Growing up as a Christian I remember turning to the Bible frequently in times of need.
My view was that “the word of God carried all the answers to life’s problems.”
Seeing the Bible as an answer book rather than an invitation into relationship with God is a great way to get frustrated though.
Because God’s intention was never that we would read the Bible like that!
The Bible is a fascinating collection of letters, songs, poems, proverbs, laws, history annuls, a play, prophecies etc. None of which were ever intended to be life’s answer book!
They were all written with a purpose for sure, and that purpose would always end in us better equipped to handle all that life throws at us.
But the purpose was to engage the reader with God.
To throw them into relationship with God, into a discussion with God, and maybe at times, like Jacob, into a wrestling match with God.
If we read the bible as a rule book it unfortunately just gets frustrating.
Because, 9 times out of 10, it doesn’t give us rules. And even when it does give rules they often seem to completely contradict one another.
The worst instruction manual ever
Take proverbs for example. Proverbs is a great example of a book intended to give us simple instructions for life (or at least that is our assumption).
Yet it refuses to give us simple instructions for life!
It gives us gems of wisdom… But we must be careful how to run with that.
For example, imagine a fool came to you and told you all about his folly. (I’m sure you’ve never faced this situation but try hard to imagine it ;) )
What would you do?

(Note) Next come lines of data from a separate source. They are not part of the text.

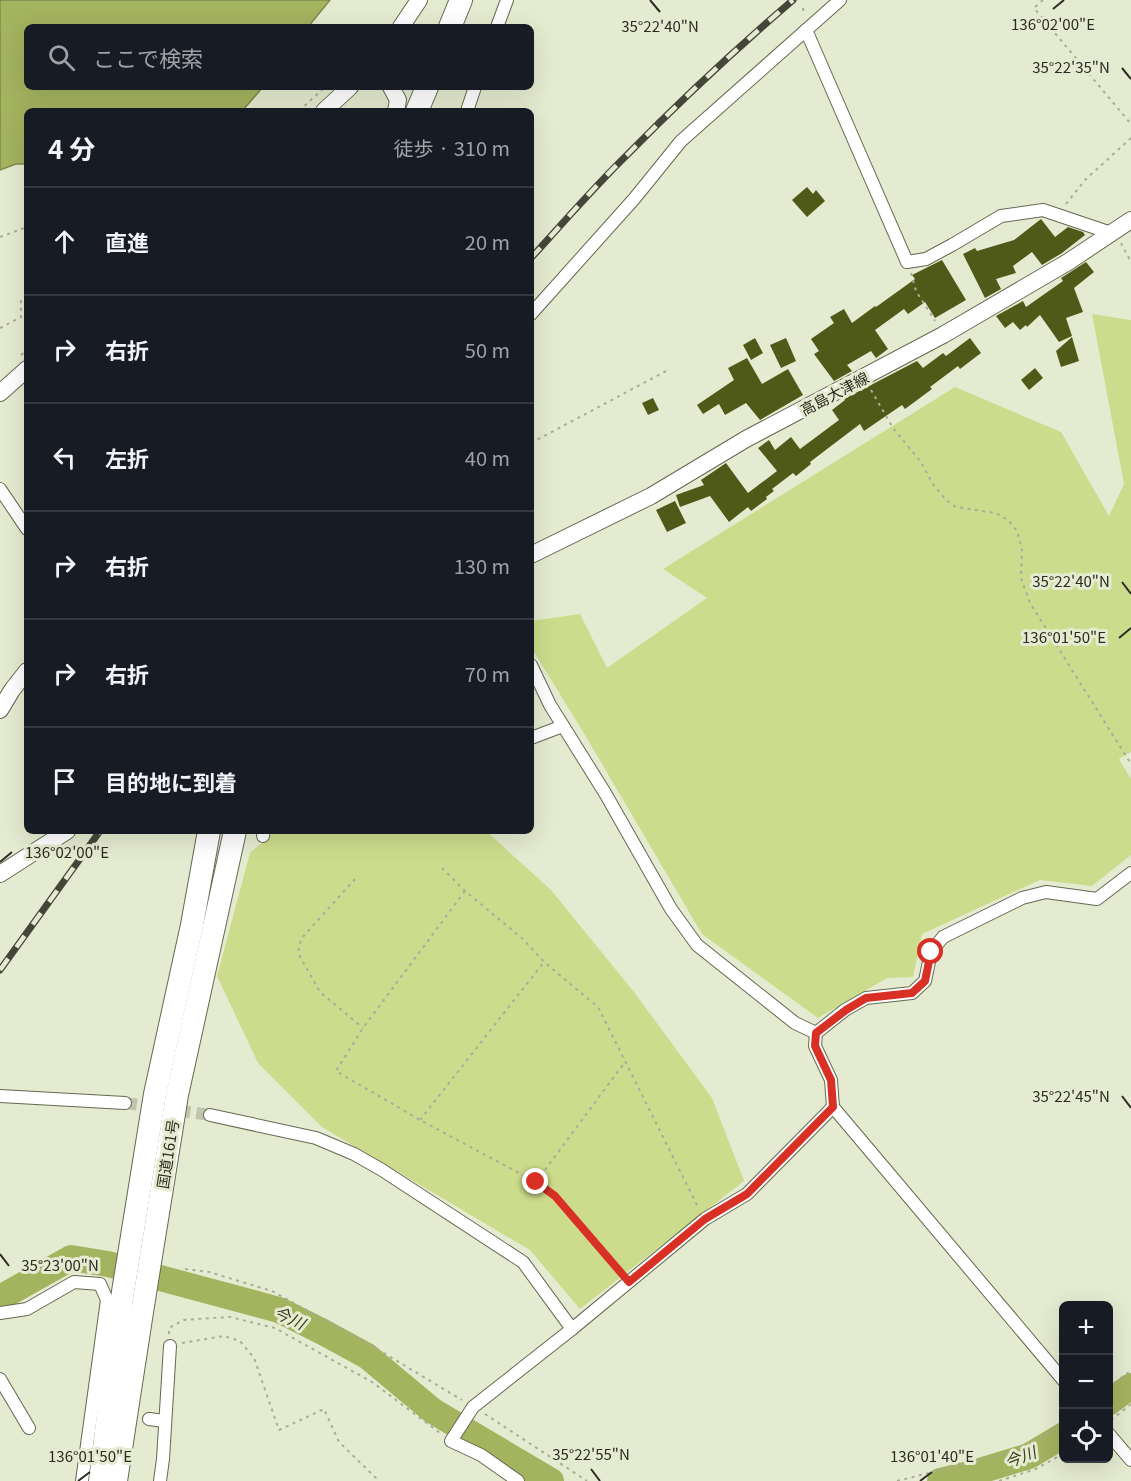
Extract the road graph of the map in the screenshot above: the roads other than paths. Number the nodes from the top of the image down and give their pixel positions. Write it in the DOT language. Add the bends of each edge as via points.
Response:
graph roads {
  1 [pos="419,0"];
  2 [pos="461,0"];
  3 [pos="507,0"];
  4 [pos="840,0"];
  5 [pos="403,24"];
  6 [pos="453,24"];
  7 [pos="498,24"];
  8 [pos="806,30"];
  9 [pos="347,90"];
  10 [pos="393,90"];
  11 [pos="426,90"];
  12 [pos="433,90"];
  13 [pos="474,90"];
  14 [pos="327,108"];
  15 [pos="397,108"];
  16 [pos="418,108"];
  17 [pos="428,108"];
  18 [pos="468,108"];
  19 [pos="1131,219"];
  20 [pos="1111,233"];
  21 [pos="534,311"];
  22 [pos="24,372"];
  23 [pos="0,393"];
  24 [pos="0,489"];
  25 [pos="24,525"];
  26 [pos="534,554"];
  27 [pos="534,671"];
  28 [pos="24,675"];
  29 [pos="0,710"];
  30 [pos="563,726"];
  31 [pos="534,737"];
  32 [pos="62,834"];
  33 [pos="207,834"];
  34 [pos="217,834"];
  35 [pos="234,834"];
  36 [pos="1131,873"];
  37 [pos="0,874"];
  38 [pos="192,925"];
  39 [pos="816,1033"];
  40 [pos="0,1096"];
  41 [pos="126,1103"];
  42 [pos="833,1107"];
  43 [pos="210,1115"];
  44 [pos="0,1314"];
  45 [pos="572,1329"];
  46 [pos="170,1346"];
  47 [pos="1059,1375"];
  48 [pos="0,1379"];
  49 [pos="149,1419"];
  50 [pos="164,1421"];
  51 [pos="29,1428"];
  52 [pos="1113,1439"];
  53 [pos="1131,1460"];
  54 [pos="82,1481"];
  55 [pos="99,1481"];
  56 [pos="116,1481"];
  57 [pos="159,1481"];
  58 [pos="518,1481"];
  1 -- 5 [label="main road"];
  2 -- 6 [label="highway"];
  3 -- 7 [label="street"];
  4 -- 8 [label="street"];
  8 -- 20 [label="street" via="907,262 926,259 1001,216 1043,210"];
  8 -- 21 [label="street" via="681,141"];
  9 -- 14 [label="main road"];
  10 -- 15 [label="main road" via="398,100"];
  11 -- 16 [label="highway"];
  12 -- 17 [label="highway"];
  13 -- 18 [label="street"];
  19 -- 20 [label="main road, 高島大津線"];
  20 -- 26 [label="main road, 高島大津線" via="943,335 746,439 651,496"];
  22 -- 23 [label="main road"];
  24 -- 25 [label="street"];
  27 -- 30 [label="street"];
  28 -- 29 [label="main road"];
  30 -- 31 [label="street"];
  30 -- 39 [label="street" via="671,909 697,945 795,1023"];
  32 -- 37 [label="main road"];
  33 -- 38 [label="highway, 国道161号"];
  34 -- 38 [label="highway"];
  35 -- 56 [label="highway, 国道161号" via="177,1095"];
  36 -- 39 [label="street" via="1097,899 1046,892 1022,898 943,937 931,952 925,981 912,993 866,998"];
  38 -- 55 [label="highway, 国道161号" via="155,1094 122,1298"];
  39 -- 42 [label="street" via="815,1046 831,1080"];
  40 -- 41 [label="street"];
  42 -- 45 [label="street" via="747,1194 705,1219"];
  42 -- 47 [label="street"];
  43 -- 45 [label="street" via="316,1138 382,1170 523,1262"];
  44 -- 54 [label="street" via="27,1309 75,1282 100,1284 107,1300 98,1409"];
  45 -- 58 [label="street" via="473,1407 452,1441"];
  46 -- 50 [label="street"];
  48 -- 51 [label="street"];
  49 -- 50 [label="street"];
  50 -- 57 [label="street"];
  52 -- 53 [label="street"];
}
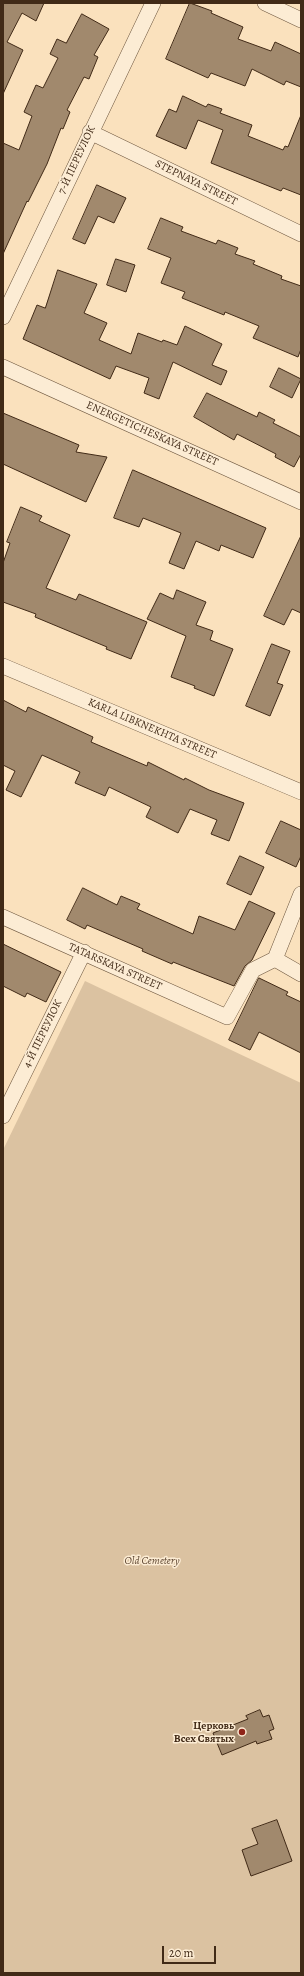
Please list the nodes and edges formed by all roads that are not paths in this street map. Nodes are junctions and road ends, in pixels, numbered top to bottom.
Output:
1 (153, 3) edge
2 (265, 3) edge
3 (301, 20) edge
4 (90, 132) junction
5 (301, 234) edge
6 (3, 317) edge
7 (3, 367) edge
8 (301, 502) edge
9 (3, 666) edge
10 (301, 792) edge
11 (301, 894) edge
12 (3, 917) edge
13 (84, 952) junction
14 (275, 959) junction
15 (301, 974) edge
16 (3, 1116) edge

1 - 4 street, 7-Й ПЕРЕУЛОК
2 - 3 street
4 - 5 street, STEPNAYA STREET
4 - 6 street, 7-Й ПЕРЕУЛОК
7 - 8 street, ENERGETICHESKAYA STREET
9 - 10 street, KARLA LIBKNEKHTA STREET
11 - 14 street
12 - 13 street, TATARSKAYA STREET
13 - 14 street, TATARSKAYA STREET
13 - 16 street, 4-Й ПЕРЕУЛОК
14 - 15 street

Well you’d quickly pull out your pocket bible and look in the concordance for “fool”, right?
You turn to Proverbs 26:4…
“Do not answer a fool according to his folly, lest you also be like him.”

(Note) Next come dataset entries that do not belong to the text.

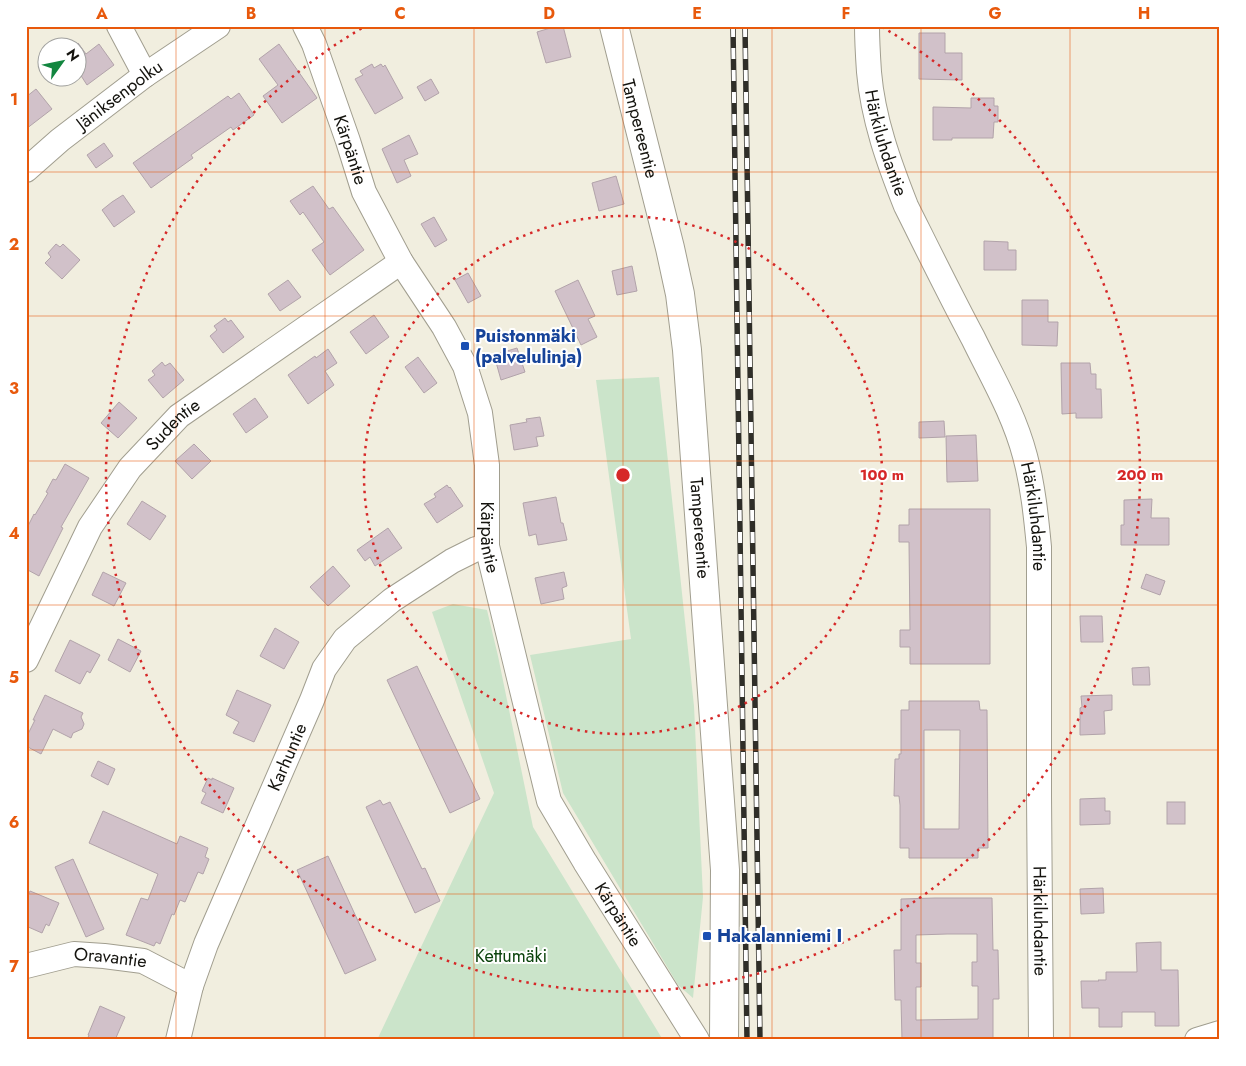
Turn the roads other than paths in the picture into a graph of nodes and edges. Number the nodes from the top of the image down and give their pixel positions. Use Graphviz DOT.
graph roads {
  1 [pos="119,26"];
  2 [pos="218,26"];
  3 [pos="305,26"];
  4 [pos="614,26"];
  5 [pos="867,26"];
  6 [pos="145,75"];
  7 [pos="26,170"];
  8 [pos="401,262"];
  9 [pos="486,546"];
  10 [pos="26,660"];
  11 [pos="26,966"];
  12 [pos="191,986"];
  13 [pos="1220,1033"];
  14 [pos="178,1040"];
  15 [pos="696,1040"];
  16 [pos="724,1040"];
  17 [pos="1041,1040"];
  18 [pos="1197,1040"];
  1 -- 6 [label="street"];
  2 -- 6 [label="street, Jäniksenpolku"];
  3 -- 8 [label="street, Kärpäntie"];
  4 -- 16 [label="main road, Tampereentie"];
  5 -- 17 [label="street, Härkiluhdantie"];
  6 -- 7 [label="street, Jäniksenpolku"];
  8 -- 9 [label="street, Kärpäntie"];
  8 -- 10 [label="street, Sudentie"];
  9 -- 12 [label="street, Karhuntie"];
  9 -- 15 [label="street, Kärpäntie"];
  11 -- 12 [label="street, Oravantie"];
  12 -- 14 [label="street, Karhuntie"];
  13 -- 18 [label="street"];
}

Great – the Bible has some solid advice for us! “Don’t answer the fool, you’ll likely come down to their level and look like an idiot yourself!”
But what if we hadn’t seen verse 4 in the concordance – what if we’d turned to the next verse listed instead?
“Answer a fool according to his folly, lest he be wise in his own eyes”
Hmm… That’s literally the exact opposite advice!
Come on God! What kind of rule book is this?
What’s going on?
They are both great pieces of advice. But they require wisdom and guidance to know when to use them!
Without traversing the scriptures with God relationally those “answers for life” will just as often get you in trouble as they will help!
Here’s the deal. The Bible isn’t God’s way of telling you what’s right and wrong.
Of course it does that at times… But even then the Bible reinterprets itself.
Let’s look at a few examples:
In the OT it seems God’s “right” is to kill any enemies. Yet Jesus comes along (and some prophets in the OT say this too) and says “violence isn’t God’s answer – love your enemies!”
Or in the OT God says if anyone touches a leper he is unclean.
But Jesus touches lepers and they become clean.
When God gives the law He gives detailed instructions on what is to be sacrificed and when to cover certain sins and bring Him close again.
But David and a few prophets decide to tell us God doesn’t want sacrifice. The NT shows us that Jesus was our once and for all sacrifice.
So which is it? Kill your enemies or love them? Heal the sick or cast them out the church? Sacrifice sheep and cows or rely on Christ’s sacrifice.
Talk about problematic.
It forces us to read the scriptures not as a rule book but as an ongoing, unfolding relationship between God and man. One that we still find ourselves in the midst of!
God is still revealing Himself to us today. We are still learning more of who He is as we dive into the scriptures with Him! But that is the key, we must do it WITH Him.
The danger is so many of us don’t read the Bible that way.
Do you just want to cheat?
When I was in school at the beginning of the year we would get a maths book full of problems from the teacher. We would have to work through that book for the year. In doing so we would come across problems we’d never seen before and learn new rules for dealing with those problems.
I always loved maths and would love trying to figure out the problems. But there were always people in the room who didn’t like maths (and who could blame them? I was just a weird anomoly!)
These guys and girls would do what any sensible enterprising teenager would do. Can you guess?
They flipped to the back of the book when the teacher wasn’t looking and copied the answer.
Problem solved (ba dum tss)
What was the problem with that though?
They never learned anything.
They would always need an answer book. (at least till they left school and never asked to solve any of these problems again)
You see we do the same with the Bible. We don’t like having to wrestle with the text.
We don’t want to look at its context, to learn about the culture of the day, to consider the authorship and audience and we certainly don’t want to have to wrestle with God about what it means for us today.
We just want answers!
So, like the teenager we open up the back of the book, flick through the concordance for the key word we need and find the answer.
The only problem is we are disrespecting the Bible and God by doing so.
You see, by treating the Bible as a rule book, as an instruction manual, as a list of God’s answers to our daily problems we are completely ignoring how it was intended to be read.
By following this bizarre method of plopping our finger down on the page pulling out a verse that fits we have done something terrible…
We’ve lost one of the primary ways God loves to engage us in relationship and gained a glorified ouija board.